(Stored items)
=-=-=
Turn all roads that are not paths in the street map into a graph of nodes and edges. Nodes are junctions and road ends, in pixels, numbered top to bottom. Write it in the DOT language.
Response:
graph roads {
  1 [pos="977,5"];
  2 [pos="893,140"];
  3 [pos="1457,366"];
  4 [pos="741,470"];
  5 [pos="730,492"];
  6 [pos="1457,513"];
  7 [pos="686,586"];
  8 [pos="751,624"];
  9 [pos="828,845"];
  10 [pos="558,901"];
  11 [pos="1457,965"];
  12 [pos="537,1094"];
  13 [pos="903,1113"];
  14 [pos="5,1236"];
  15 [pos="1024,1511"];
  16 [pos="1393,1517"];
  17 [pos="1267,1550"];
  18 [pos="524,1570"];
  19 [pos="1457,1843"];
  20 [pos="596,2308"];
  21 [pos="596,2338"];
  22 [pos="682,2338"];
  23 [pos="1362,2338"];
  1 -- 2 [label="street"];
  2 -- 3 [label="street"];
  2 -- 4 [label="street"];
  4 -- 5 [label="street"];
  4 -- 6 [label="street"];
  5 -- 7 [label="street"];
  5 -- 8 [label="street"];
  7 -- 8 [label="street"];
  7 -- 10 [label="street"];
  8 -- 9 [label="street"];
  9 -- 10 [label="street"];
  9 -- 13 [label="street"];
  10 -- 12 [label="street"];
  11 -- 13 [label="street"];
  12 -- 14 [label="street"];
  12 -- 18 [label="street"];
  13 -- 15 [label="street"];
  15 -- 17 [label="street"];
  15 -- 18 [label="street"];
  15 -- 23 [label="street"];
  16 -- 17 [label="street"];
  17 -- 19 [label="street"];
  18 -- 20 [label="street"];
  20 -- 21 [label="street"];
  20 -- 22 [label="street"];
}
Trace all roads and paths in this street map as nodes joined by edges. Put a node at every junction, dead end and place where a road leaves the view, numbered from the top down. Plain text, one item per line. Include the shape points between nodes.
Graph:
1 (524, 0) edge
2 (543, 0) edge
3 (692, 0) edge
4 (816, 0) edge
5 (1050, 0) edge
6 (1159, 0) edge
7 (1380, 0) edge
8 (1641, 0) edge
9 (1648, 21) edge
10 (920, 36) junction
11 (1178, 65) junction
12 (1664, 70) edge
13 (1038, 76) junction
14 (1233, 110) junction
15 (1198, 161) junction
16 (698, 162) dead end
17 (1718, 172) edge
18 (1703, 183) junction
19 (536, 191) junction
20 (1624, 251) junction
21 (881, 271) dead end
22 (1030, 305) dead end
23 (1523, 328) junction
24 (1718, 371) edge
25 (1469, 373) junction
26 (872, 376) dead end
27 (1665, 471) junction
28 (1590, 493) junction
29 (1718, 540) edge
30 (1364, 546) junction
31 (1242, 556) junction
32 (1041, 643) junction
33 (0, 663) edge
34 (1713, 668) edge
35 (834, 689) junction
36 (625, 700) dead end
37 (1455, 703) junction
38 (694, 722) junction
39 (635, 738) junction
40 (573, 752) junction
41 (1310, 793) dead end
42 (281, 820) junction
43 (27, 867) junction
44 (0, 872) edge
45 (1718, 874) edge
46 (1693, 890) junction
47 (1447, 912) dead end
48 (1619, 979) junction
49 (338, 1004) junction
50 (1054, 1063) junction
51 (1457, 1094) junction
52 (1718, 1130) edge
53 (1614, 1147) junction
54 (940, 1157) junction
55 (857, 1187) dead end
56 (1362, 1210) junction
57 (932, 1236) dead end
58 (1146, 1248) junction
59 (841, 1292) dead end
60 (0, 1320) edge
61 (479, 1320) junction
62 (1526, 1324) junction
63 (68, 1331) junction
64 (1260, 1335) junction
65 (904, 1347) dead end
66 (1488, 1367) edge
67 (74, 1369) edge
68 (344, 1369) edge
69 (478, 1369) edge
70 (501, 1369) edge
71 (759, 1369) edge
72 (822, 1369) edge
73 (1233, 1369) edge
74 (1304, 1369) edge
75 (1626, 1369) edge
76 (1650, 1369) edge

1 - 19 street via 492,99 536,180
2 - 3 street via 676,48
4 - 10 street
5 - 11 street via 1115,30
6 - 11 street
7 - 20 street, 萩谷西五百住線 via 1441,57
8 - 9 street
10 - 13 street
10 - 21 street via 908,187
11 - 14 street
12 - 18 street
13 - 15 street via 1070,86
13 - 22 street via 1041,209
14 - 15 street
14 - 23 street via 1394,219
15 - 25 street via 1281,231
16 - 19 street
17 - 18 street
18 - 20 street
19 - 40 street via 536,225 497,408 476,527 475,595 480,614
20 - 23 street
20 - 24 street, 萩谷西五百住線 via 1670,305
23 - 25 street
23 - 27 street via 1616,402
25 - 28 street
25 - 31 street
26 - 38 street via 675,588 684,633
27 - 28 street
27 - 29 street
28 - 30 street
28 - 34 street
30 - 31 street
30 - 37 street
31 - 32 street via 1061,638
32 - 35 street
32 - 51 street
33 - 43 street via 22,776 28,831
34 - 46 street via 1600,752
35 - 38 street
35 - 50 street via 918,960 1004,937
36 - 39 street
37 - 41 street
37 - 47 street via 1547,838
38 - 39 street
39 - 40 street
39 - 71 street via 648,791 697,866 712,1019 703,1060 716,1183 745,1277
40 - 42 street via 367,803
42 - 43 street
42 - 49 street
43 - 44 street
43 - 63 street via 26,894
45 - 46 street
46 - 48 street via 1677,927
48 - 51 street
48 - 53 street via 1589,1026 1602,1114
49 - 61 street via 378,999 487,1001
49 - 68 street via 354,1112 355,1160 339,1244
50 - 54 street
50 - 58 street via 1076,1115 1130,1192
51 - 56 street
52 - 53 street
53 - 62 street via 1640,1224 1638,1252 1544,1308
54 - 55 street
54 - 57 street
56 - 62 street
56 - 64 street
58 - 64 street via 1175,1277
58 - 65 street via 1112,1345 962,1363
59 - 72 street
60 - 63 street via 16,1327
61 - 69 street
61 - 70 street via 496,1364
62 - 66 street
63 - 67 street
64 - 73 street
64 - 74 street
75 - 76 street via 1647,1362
=-=-=
PROBLEM DETAILS: Restate every entry exactly. Leave nothing out.

FINISHED TASK:
Turn all roads that are not paths in the street map into a graph of nodes and edges. Nodes are junctions and road ends, in pixels, numbered top to bottom. Write it in the DOT language.
Response:
graph roads {
  1 [pos="977,5"];
  2 [pos="893,140"];
  3 [pos="1457,366"];
  4 [pos="741,470"];
  5 [pos="730,492"];
  6 [pos="1457,513"];
  7 [pos="686,586"];
  8 [pos="751,624"];
  9 [pos="828,845"];
  10 [pos="558,901"];
  11 [pos="1457,965"];
  12 [pos="537,1094"];
  13 [pos="903,1113"];
  14 [pos="5,1236"];
  15 [pos="1024,1511"];
  16 [pos="1393,1517"];
  17 [pos="1267,1550"];
  18 [pos="524,1570"];
  19 [pos="1457,1843"];
  20 [pos="596,2308"];
  21 [pos="596,2338"];
  22 [pos="682,2338"];
  23 [pos="1362,2338"];
  1 -- 2 [label="street"];
  2 -- 3 [label="street"];
  2 -- 4 [label="street"];
  4 -- 5 [label="street"];
  4 -- 6 [label="street"];
  5 -- 7 [label="street"];
  5 -- 8 [label="street"];
  7 -- 8 [label="street"];
  7 -- 10 [label="street"];
  8 -- 9 [label="street"];
  9 -- 10 [label="street"];
  9 -- 13 [label="street"];
  10 -- 12 [label="street"];
  11 -- 13 [label="street"];
  12 -- 14 [label="street"];
  12 -- 18 [label="street"];
  13 -- 15 [label="street"];
  15 -- 17 [label="street"];
  15 -- 18 [label="street"];
  15 -- 23 [label="street"];
  16 -- 17 [label="street"];
  17 -- 19 [label="street"];
  18 -- 20 [label="street"];
  20 -- 21 [label="street"];
  20 -- 22 [label="street"];
}
Trace all roads and paths in this street map as nodes joined by edges. Put a node at every junction, dead end and place where a road leaves the view, numbered from the top down. Plain text, one item per line. Include the shape points between nodes.
Graph:
1 (524, 0) edge
2 (543, 0) edge
3 (692, 0) edge
4 (816, 0) edge
5 (1050, 0) edge
6 (1159, 0) edge
7 (1380, 0) edge
8 (1641, 0) edge
9 (1648, 21) edge
10 (920, 36) junction
11 (1178, 65) junction
12 (1664, 70) edge
13 (1038, 76) junction
14 (1233, 110) junction
15 (1198, 161) junction
16 (698, 162) dead end
17 (1718, 172) edge
18 (1703, 183) junction
19 (536, 191) junction
20 (1624, 251) junction
21 (881, 271) dead end
22 (1030, 305) dead end
23 (1523, 328) junction
24 (1718, 371) edge
25 (1469, 373) junction
26 (872, 376) dead end
27 (1665, 471) junction
28 (1590, 493) junction
29 (1718, 540) edge
30 (1364, 546) junction
31 (1242, 556) junction
32 (1041, 643) junction
33 (0, 663) edge
34 (1713, 668) edge
35 (834, 689) junction
36 (625, 700) dead end
37 (1455, 703) junction
38 (694, 722) junction
39 (635, 738) junction
40 (573, 752) junction
41 (1310, 793) dead end
42 (281, 820) junction
43 (27, 867) junction
44 (0, 872) edge
45 (1718, 874) edge
46 (1693, 890) junction
47 (1447, 912) dead end
48 (1619, 979) junction
49 (338, 1004) junction
50 (1054, 1063) junction
51 (1457, 1094) junction
52 (1718, 1130) edge
53 (1614, 1147) junction
54 (940, 1157) junction
55 (857, 1187) dead end
56 (1362, 1210) junction
57 (932, 1236) dead end
58 (1146, 1248) junction
59 (841, 1292) dead end
60 (0, 1320) edge
61 (479, 1320) junction
62 (1526, 1324) junction
63 (68, 1331) junction
64 (1260, 1335) junction
65 (904, 1347) dead end
66 (1488, 1367) edge
67 (74, 1369) edge
68 (344, 1369) edge
69 (478, 1369) edge
70 (501, 1369) edge
71 (759, 1369) edge
72 (822, 1369) edge
73 (1233, 1369) edge
74 (1304, 1369) edge
75 (1626, 1369) edge
76 (1650, 1369) edge

1 - 19 street via 492,99 536,180
2 - 3 street via 676,48
4 - 10 street
5 - 11 street via 1115,30
6 - 11 street
7 - 20 street, 萩谷西五百住線 via 1441,57
8 - 9 street
10 - 13 street
10 - 21 street via 908,187
11 - 14 street
12 - 18 street
13 - 15 street via 1070,86
13 - 22 street via 1041,209
14 - 15 street
14 - 23 street via 1394,219
15 - 25 street via 1281,231
16 - 19 street
17 - 18 street
18 - 20 street
19 - 40 street via 536,225 497,408 476,527 475,595 480,614
20 - 23 street
20 - 24 street, 萩谷西五百住線 via 1670,305
23 - 25 street
23 - 27 street via 1616,402
25 - 28 street
25 - 31 street
26 - 38 street via 675,588 684,633
27 - 28 street
27 - 29 street
28 - 30 street
28 - 34 street
30 - 31 street
30 - 37 street
31 - 32 street via 1061,638
32 - 35 street
32 - 51 street
33 - 43 street via 22,776 28,831
34 - 46 street via 1600,752
35 - 38 street
35 - 50 street via 918,960 1004,937
36 - 39 street
37 - 41 street
37 - 47 street via 1547,838
38 - 39 street
39 - 40 street
39 - 71 street via 648,791 697,866 712,1019 703,1060 716,1183 745,1277
40 - 42 street via 367,803
42 - 43 street
42 - 49 street
43 - 44 street
43 - 63 street via 26,894
45 - 46 street
46 - 48 street via 1677,927
48 - 51 street
48 - 53 street via 1589,1026 1602,1114
49 - 61 street via 378,999 487,1001
49 - 68 street via 354,1112 355,1160 339,1244
50 - 54 street
50 - 58 street via 1076,1115 1130,1192
51 - 56 street
52 - 53 street
53 - 62 street via 1640,1224 1638,1252 1544,1308
54 - 55 street
54 - 57 street
56 - 62 street
56 - 64 street
58 - 64 street via 1175,1277
58 - 65 street via 1112,1345 962,1363
59 - 72 street
60 - 63 street via 16,1327
61 - 69 street
61 - 70 street via 496,1364
62 - 66 street
63 - 67 street
64 - 73 street
64 - 74 street
75 - 76 street via 1647,1362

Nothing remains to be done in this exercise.